**Work instructions**
Below are the entries; return every line among them that holds the word "fabs".

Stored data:
================

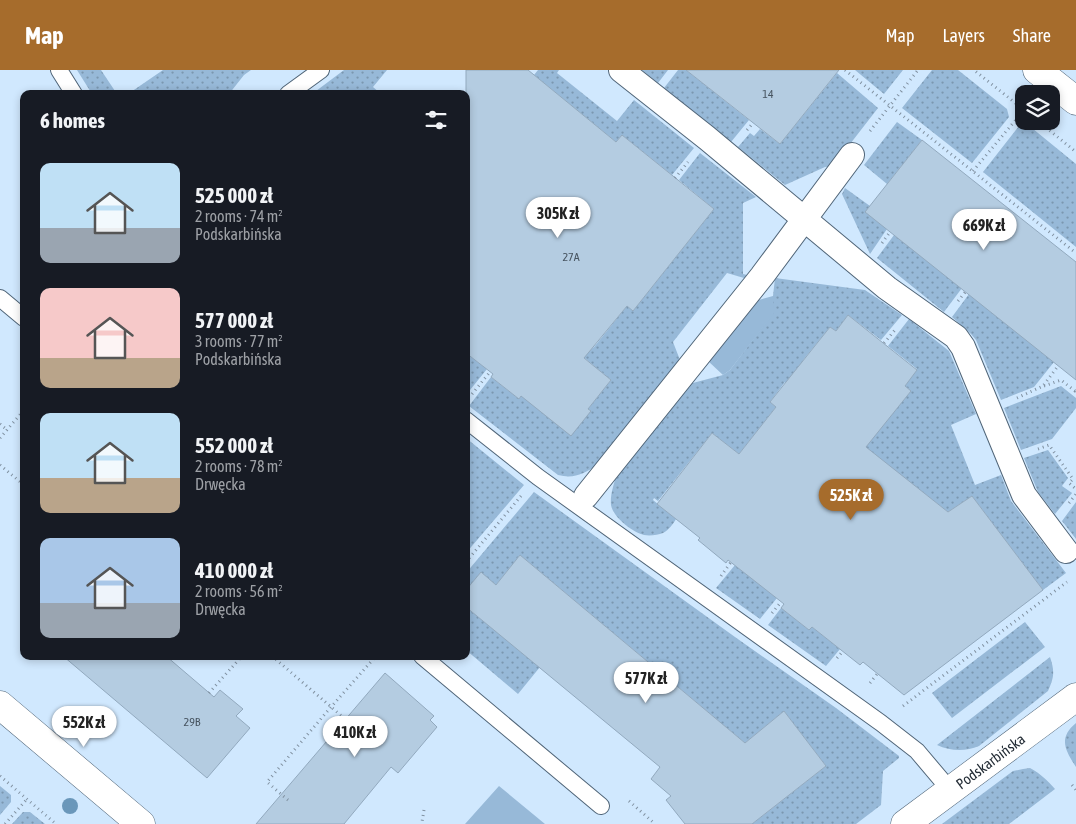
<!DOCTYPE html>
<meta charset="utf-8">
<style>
:root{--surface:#171b24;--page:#20242c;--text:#f1f3f6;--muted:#9ea1a6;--accent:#a66c2c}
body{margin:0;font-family:"Asap Condensed",sans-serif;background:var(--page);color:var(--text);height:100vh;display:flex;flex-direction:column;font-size:19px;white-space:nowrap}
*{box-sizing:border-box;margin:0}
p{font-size:16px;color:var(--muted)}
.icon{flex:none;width:28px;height:28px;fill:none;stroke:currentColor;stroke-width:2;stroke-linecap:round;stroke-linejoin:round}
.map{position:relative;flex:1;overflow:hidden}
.drawer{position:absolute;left:20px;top:20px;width:450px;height:570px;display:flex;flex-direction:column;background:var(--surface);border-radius:10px;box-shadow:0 2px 8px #0003}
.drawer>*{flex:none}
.fabs{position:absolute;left:1015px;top:15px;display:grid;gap:10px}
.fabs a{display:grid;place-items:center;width:45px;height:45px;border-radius:10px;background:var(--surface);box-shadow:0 2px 8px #0003;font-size:25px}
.price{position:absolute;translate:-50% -42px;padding:0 11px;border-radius:18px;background:#fff;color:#222;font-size:16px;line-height:32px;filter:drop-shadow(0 1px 2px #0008)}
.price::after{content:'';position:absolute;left:50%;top:30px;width:15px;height:11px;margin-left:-8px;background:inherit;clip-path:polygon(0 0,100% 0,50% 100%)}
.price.selected{background:var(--accent);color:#fff}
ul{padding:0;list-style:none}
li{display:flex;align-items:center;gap:15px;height:125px;padding:0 20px}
li span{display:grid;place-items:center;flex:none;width:140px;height:100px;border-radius:10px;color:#555}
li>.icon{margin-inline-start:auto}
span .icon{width:60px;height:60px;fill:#fffc;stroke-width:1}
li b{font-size:21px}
h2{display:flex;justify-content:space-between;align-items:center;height:60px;padding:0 20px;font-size:21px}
header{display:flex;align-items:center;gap:30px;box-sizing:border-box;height:70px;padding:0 25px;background:var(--accent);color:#fff}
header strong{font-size:24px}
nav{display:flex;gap:28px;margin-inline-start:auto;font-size:18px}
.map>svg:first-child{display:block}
</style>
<header>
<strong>Map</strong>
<nav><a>Map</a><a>Layers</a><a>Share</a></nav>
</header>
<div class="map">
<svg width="1076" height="754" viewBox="0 0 1076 754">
<defs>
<pattern id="grass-dots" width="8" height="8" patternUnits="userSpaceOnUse" patternTransform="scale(1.25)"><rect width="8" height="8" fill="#97b9d8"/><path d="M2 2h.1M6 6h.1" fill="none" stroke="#7b97b0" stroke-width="1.8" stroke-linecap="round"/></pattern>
</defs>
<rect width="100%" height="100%" fill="#d0e8fe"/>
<path fill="url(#grass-dots)" d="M77,0H101L117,24H92Z
M163,0H251L244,5L229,24H128Z
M344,0H387L373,17L380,23L379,24H312Z
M538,0H559L557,3L617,51L634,30L694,78L672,105L622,65L616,72L534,5Z
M642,0H668L658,13Z
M678,0H686L749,50L731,72L664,18Z
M855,0H903L884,24Z
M932,0H958L1007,39L1009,47L972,93L902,38Z
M837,3L878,38L833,96L825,97L785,115L738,77L750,63L754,66L760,59L780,74Z
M897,52L922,70L887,114L864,95Z
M1027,54L1076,94V177L983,102L1019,56Z
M700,83L756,127L743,133V204L747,205L744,208L727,203L673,272L680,290L597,395C584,404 574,409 558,405L469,336L491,307L519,329L521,326L591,341L588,339L611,310L582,286L594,277L627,236L633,241L714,139L679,110Z
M845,118L870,136L887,159L870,184L842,124Z
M894,165L962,218L944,242L877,188Z
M775,208L865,220L902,245L881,270L848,245L836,261L830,257L804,289L792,317L785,312L770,332L776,337L739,384L712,363L658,431L654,428L653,430L676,449C673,454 669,460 663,463C658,465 650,466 644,465C632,462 613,447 611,435C610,425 614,413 617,404L689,314L723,305L730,300L773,243V226Z
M969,224L1054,292L1034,317L1001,330L976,270L971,264L952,247Z
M909,249L949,281L976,344L951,355L975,415L1001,405L1011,431L1066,503L1043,520L972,426L948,442L865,377L911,321L905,316L917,299L888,276Z
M466,283L487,299L466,325Z
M1061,316L1076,328V338L1052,369L1021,380L1004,338Z
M466,368L524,415L466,483Z
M1048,380L1068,408L1062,416L1072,423L1055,444L1038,422L1024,388Z
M534,422L735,567L836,638L899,686V688L883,701L881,735L856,754H752L826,696L784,641L745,673L520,485L496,515L481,503L466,520V503Z
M1076,432V469L1062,451Z
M735,495L777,528L760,549L716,518Z
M466,537L540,597L518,624L466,580Z
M781,538L809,560L812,557L840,579L826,596L768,555Z
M1025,552L1045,577L952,648L932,623Z
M1050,587C1055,602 1054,607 1048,621L979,676C965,682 950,681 937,675Z
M1076,653V697C1065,680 1058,668 1076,653Z
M1030,698C1041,704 1047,710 1055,719L1009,754H942L1013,701L1023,699Z
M0,716L11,725V732L0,745Z
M23,742H30L45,754H12Z"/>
<path fill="#97b9d8" d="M773,226L774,243L730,300L723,305L708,291L755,231Z
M499,716L545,754H465Z"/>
<path fill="#b4cce1" stroke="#92a9be" d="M466,0H528L616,72L622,65L714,139L633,241L627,236L584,288L611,310L588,339L591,341L571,366L521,326L519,329L491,307L493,304L466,283Z
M686,0H839L780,74Z
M922,70L1076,192V310L865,142Z
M848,245L917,300L905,316L911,321L866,377L948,442L972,426L1043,520L904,625L863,592L860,595L812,557L809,560L781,538L784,534L728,490L726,493L698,470L700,468L657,434L712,363L739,384L776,337L770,332L830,257L836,261Z
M520,485L745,673L784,641L826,696L752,754H685L666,730L671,726L651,709L660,697L466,537V520L481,502L496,515Z
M63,586H166L214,627L220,620L243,639L236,646L250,658L207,708Z
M385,603L434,646L430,650L437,657L398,703L391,697L344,754H256Z"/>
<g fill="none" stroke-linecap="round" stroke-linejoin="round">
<g stroke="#506578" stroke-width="18">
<path id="service" d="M59,0L74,24
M288,24L321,0
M0,228L24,248
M466,350L538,407L881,653L917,681L950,720
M422,586L601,736"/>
</g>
<g stroke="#506578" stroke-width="26">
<path id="pedestrian" d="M621,0L707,68L887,218L956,267L963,277L1024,425L1066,481
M586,426L762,206L852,85"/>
</g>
<g stroke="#506578" stroke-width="29">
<g id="minor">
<path d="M1037,0L1076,31"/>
<path d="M0,635L141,754"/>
<path id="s1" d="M905,754L1076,627"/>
</g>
</g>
<path stroke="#8091a1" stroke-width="3" stroke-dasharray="1 4" stroke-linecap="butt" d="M845,0L1076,183
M1038,51L1076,82
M747,60L753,53
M870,61L918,0
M973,101L1024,40L974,0
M675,108L688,92
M882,173L890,162
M958,231L966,221
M884,273L895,260
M1044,316L1061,310L1075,321L1076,320
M472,324L490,302
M1017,328L1043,316L1058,296
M0,354L7,360
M0,368L24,340
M1038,379L1049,375L1073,409L1069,413L1076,419
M0,395L24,415
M1069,433L1076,424
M466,492L521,426
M721,506L731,492
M772,543L781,532
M272,586L352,655
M837,588L843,581
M870,613L877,604
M209,623L242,586
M903,636L1067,512
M0,706L56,754
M1072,715L1076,720
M288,730L267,712L331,637L376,586
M629,731L654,753V754
M424,740L422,752L424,754
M5,754L27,729"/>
<use href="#service" stroke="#fff" stroke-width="16"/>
<use href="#pedestrian" stroke="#fff" stroke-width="24"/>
<use href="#minor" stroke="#fff" stroke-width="28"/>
</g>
<circle fill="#6a97ba" cx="70" cy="736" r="8"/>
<g text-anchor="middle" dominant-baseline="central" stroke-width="5" stroke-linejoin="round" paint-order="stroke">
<g font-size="12" fill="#485561">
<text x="768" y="24">14</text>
<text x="571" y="187">27A</text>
<text x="192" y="652">29B</text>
</g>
<g font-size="15" fill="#242d36" stroke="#d0e8fe">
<text stroke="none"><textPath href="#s1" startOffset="106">Podskarbińska</textPath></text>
</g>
</g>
</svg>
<div class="fabs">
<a><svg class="icon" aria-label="layers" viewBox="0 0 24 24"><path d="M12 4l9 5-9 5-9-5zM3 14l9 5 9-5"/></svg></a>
</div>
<b class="price" style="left:558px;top:169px">305K zł</b>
<b class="price" style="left:984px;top:181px">669K zł</b>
<b class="price selected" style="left:851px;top:451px">525K zł</b>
<b class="price" style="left:646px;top:634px">577K zł</b>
<b class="price" style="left:84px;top:678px">552K zł</b>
<b class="price" style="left:355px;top:688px">410K zł</b>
<section class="drawer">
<h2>6 homes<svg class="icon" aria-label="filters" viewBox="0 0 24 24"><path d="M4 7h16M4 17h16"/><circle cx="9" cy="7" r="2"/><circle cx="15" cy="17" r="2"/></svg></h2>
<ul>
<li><span style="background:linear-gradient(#bfe0f5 65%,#9aa5b1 0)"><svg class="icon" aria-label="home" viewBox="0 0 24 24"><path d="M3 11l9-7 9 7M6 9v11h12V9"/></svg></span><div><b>525 000 zł</b><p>2 rooms · 74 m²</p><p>Podskarbińska</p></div></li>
<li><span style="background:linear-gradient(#f6c9c9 70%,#b9a48a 0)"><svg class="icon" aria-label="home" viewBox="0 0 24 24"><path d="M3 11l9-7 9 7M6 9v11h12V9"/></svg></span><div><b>577 000 zł</b><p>3 rooms · 77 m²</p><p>Podskarbińska</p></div></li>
<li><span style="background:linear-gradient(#bfe0f5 65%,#b9a48a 0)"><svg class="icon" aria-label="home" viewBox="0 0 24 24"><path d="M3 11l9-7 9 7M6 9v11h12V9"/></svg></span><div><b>552 000 zł</b><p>2 rooms · 78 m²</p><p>Drwęcka</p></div></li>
<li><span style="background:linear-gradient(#a9c7e8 65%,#9aa5b1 0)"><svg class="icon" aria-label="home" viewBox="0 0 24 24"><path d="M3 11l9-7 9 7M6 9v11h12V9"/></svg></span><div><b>410 000 zł</b><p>2 rooms · 56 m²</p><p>Drwęcka</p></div></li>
</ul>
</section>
</div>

================

**Solution**
.fabs{position:absolute;left:1015px;top:15px;display:grid;gap:10px}
.fabs a{display:grid;place-items:center;width:45px;height:45px;border-radius:10px;background:var(--surface);box-shadow:0 2px 8px #0003;font-size:25px}
<div class="fabs">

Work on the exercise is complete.